• WORK ORDER: Look for the line that has "index tip: (250, 264)" in the material below; please repeat it and every line after it, exactly, up to and including the line that has "middle pip: (403, 267)", and nothing else.

• WORKING DATA:
___
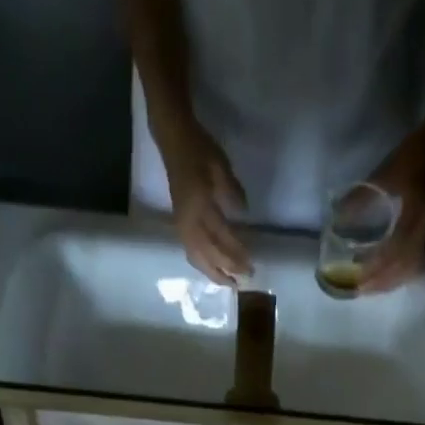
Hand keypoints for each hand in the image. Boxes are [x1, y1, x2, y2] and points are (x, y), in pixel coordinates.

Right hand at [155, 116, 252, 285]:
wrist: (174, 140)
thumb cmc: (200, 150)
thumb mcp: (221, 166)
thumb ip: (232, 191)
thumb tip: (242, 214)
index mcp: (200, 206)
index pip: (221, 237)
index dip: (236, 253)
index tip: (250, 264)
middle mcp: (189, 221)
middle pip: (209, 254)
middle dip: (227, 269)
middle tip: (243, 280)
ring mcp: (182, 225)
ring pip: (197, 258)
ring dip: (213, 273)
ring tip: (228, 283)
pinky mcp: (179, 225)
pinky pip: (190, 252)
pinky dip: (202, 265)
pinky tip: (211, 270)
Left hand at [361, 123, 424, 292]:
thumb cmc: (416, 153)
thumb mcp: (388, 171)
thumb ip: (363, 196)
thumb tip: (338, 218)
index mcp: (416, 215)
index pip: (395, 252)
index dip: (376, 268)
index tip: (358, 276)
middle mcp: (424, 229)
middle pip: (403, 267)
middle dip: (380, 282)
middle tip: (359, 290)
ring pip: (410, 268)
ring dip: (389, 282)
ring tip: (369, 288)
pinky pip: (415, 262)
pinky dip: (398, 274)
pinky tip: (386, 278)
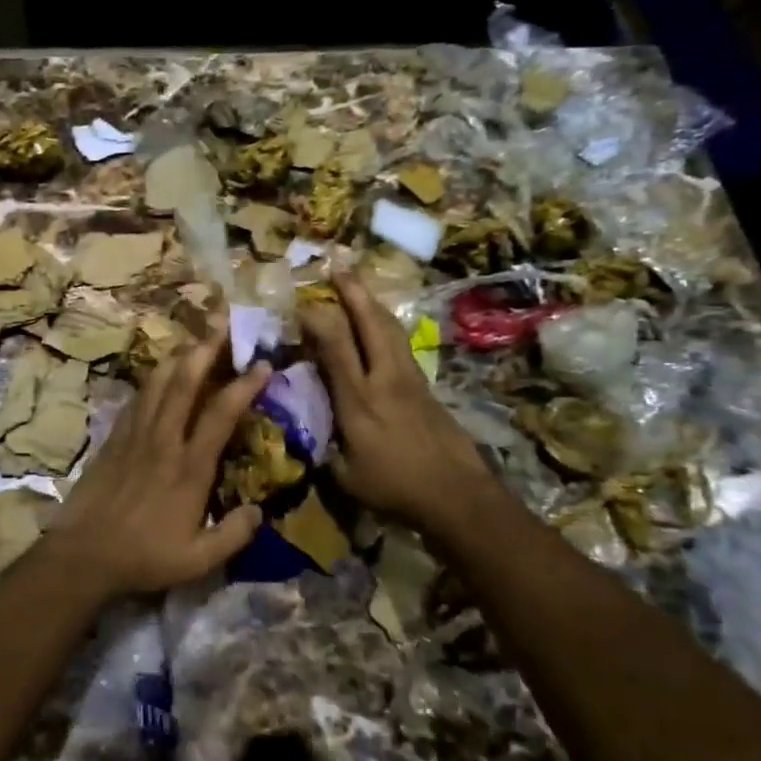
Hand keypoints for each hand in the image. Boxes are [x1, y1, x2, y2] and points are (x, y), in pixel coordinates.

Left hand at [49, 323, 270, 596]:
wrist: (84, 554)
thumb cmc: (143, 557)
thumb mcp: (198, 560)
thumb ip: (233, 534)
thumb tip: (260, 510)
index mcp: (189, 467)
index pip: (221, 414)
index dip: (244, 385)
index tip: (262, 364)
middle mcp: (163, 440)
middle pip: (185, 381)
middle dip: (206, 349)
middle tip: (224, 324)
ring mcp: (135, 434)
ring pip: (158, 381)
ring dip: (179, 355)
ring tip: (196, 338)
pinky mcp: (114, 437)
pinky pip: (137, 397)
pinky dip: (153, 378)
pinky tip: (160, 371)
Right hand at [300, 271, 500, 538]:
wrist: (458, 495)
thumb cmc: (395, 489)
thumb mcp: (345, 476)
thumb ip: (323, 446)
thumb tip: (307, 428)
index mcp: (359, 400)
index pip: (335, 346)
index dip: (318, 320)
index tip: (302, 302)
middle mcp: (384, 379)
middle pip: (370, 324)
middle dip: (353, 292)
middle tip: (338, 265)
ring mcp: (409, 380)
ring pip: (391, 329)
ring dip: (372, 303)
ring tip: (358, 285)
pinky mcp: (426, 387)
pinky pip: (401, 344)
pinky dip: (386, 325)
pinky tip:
___
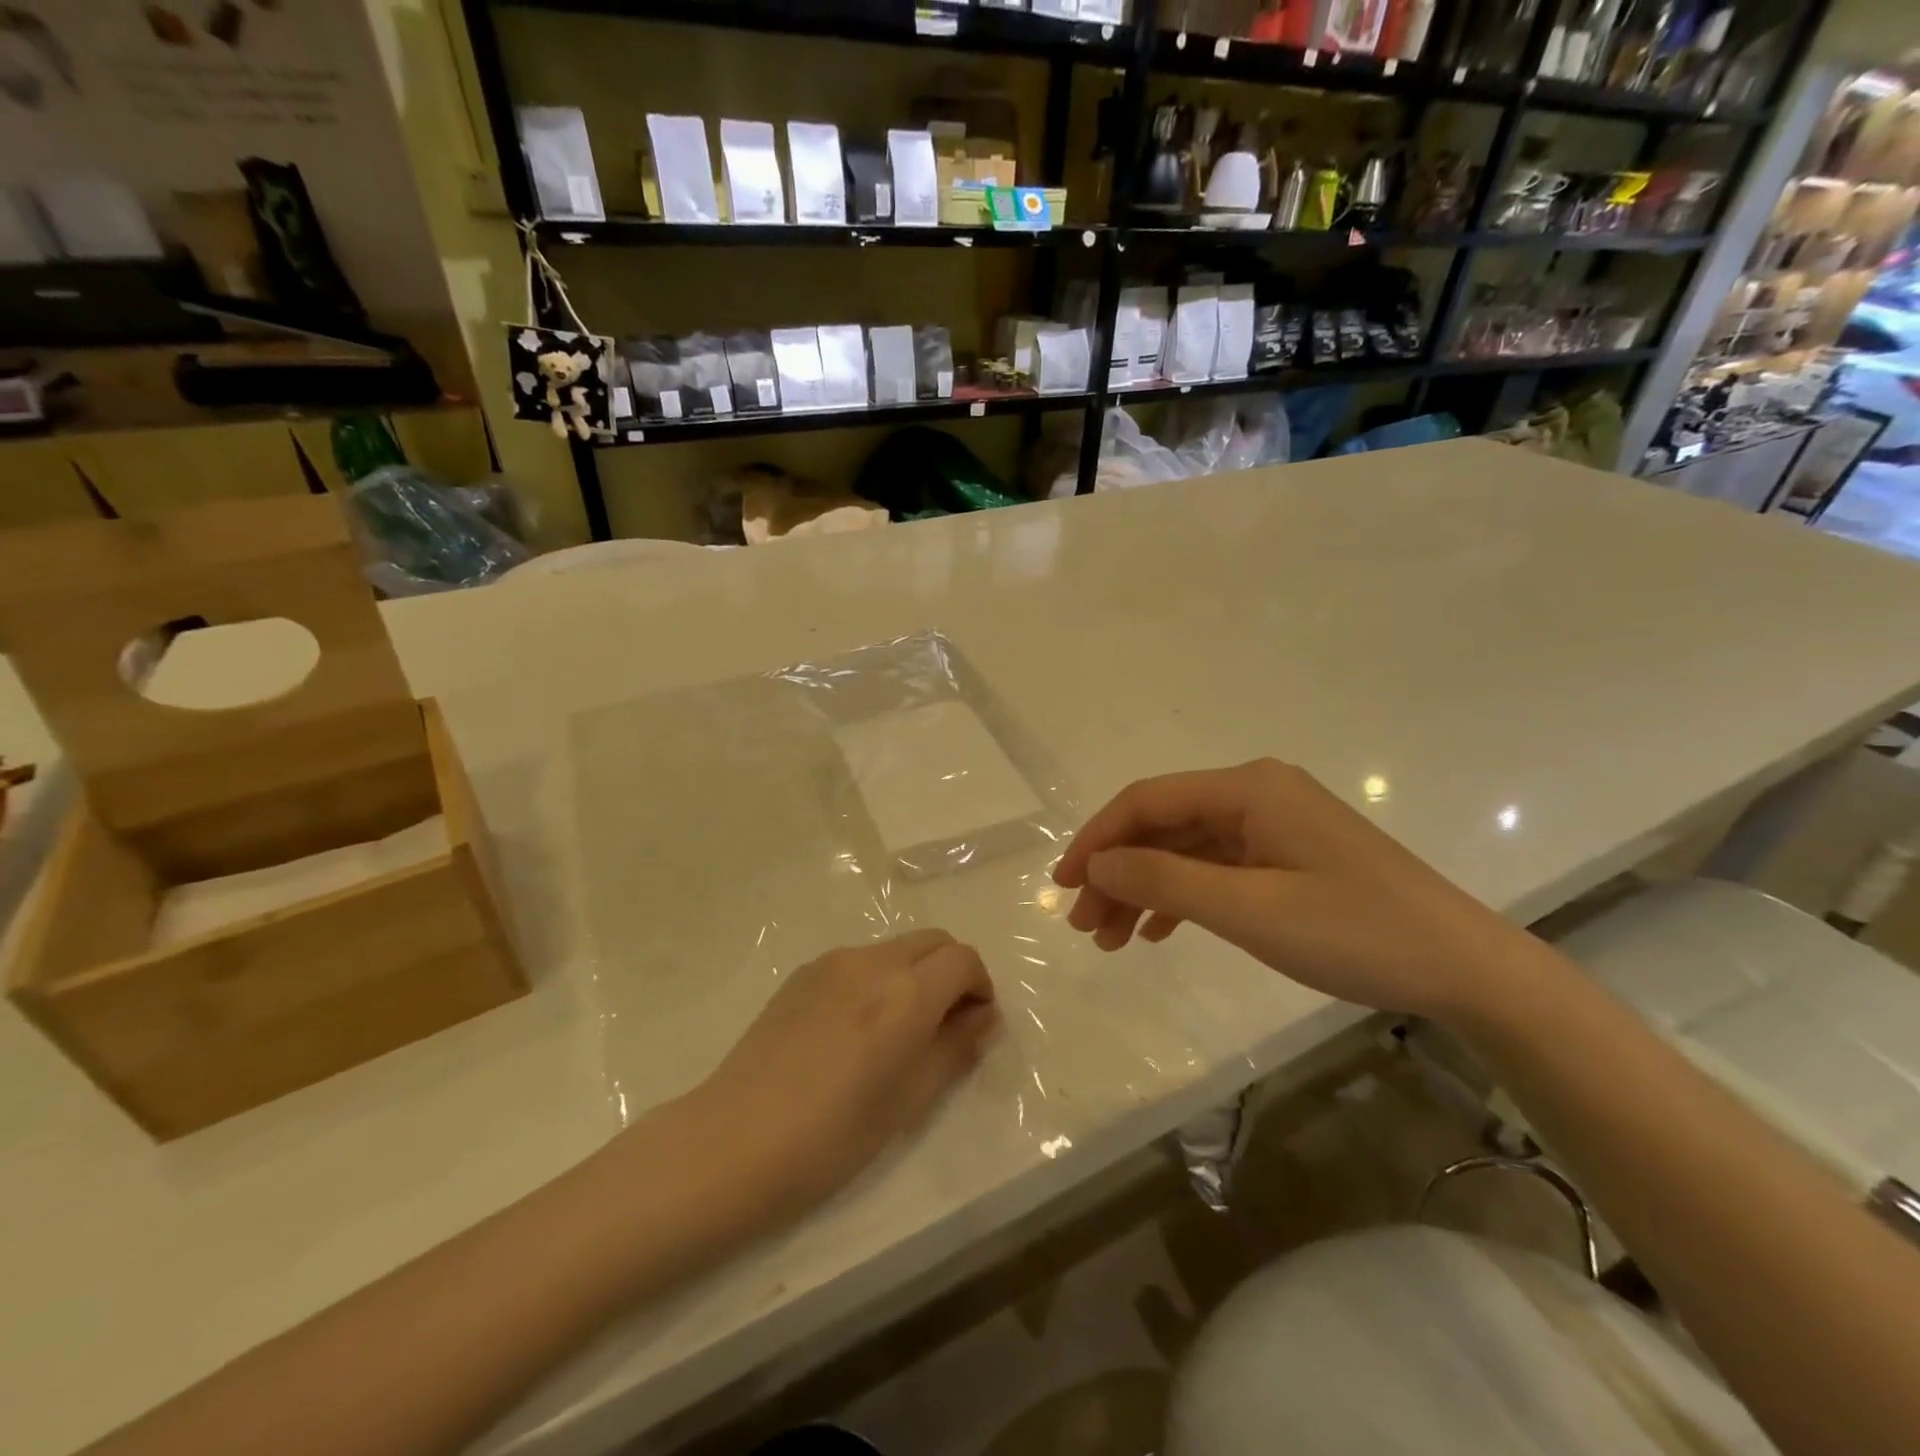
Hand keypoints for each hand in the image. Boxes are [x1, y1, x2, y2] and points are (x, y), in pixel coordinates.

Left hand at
___
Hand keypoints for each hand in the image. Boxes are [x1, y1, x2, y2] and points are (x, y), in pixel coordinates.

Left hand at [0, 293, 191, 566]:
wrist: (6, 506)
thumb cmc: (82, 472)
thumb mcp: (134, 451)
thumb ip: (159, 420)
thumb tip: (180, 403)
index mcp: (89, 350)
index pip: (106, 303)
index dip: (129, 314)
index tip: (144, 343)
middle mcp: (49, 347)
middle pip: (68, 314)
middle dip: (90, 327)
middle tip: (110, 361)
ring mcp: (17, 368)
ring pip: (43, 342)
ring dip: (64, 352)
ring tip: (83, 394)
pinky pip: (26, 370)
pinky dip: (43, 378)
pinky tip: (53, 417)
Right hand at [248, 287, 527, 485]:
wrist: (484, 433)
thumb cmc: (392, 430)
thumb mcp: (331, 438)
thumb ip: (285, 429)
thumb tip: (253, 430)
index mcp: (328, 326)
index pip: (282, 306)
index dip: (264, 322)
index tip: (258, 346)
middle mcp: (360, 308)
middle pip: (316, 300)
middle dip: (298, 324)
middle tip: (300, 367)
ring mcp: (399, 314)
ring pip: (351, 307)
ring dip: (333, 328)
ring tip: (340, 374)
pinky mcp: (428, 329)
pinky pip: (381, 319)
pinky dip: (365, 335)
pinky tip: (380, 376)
___
• EXERCISE RESPONSE:
index tip: (250, 264)
middle mcp: (189, 221)
middle pip: (209, 254)
middle dip: (227, 269)
middle tip: (243, 280)
ring mcp: (182, 225)
ring pip: (197, 258)
ring dip: (213, 273)
ring tip: (228, 283)
pinky mcp: (179, 225)
pinky pip: (190, 252)
pinky dip: (202, 265)
pinky tip: (211, 270)
Left hand at [361, 123, 424, 292]:
thumb cmc: (416, 153)
thumb mcp: (388, 171)
thumb ip: (363, 196)
thumb tip: (338, 218)
index mcp: (416, 215)
index pip: (395, 252)
index dip: (376, 268)
index tip: (358, 276)
middle mcp: (424, 229)
middle pip: (403, 267)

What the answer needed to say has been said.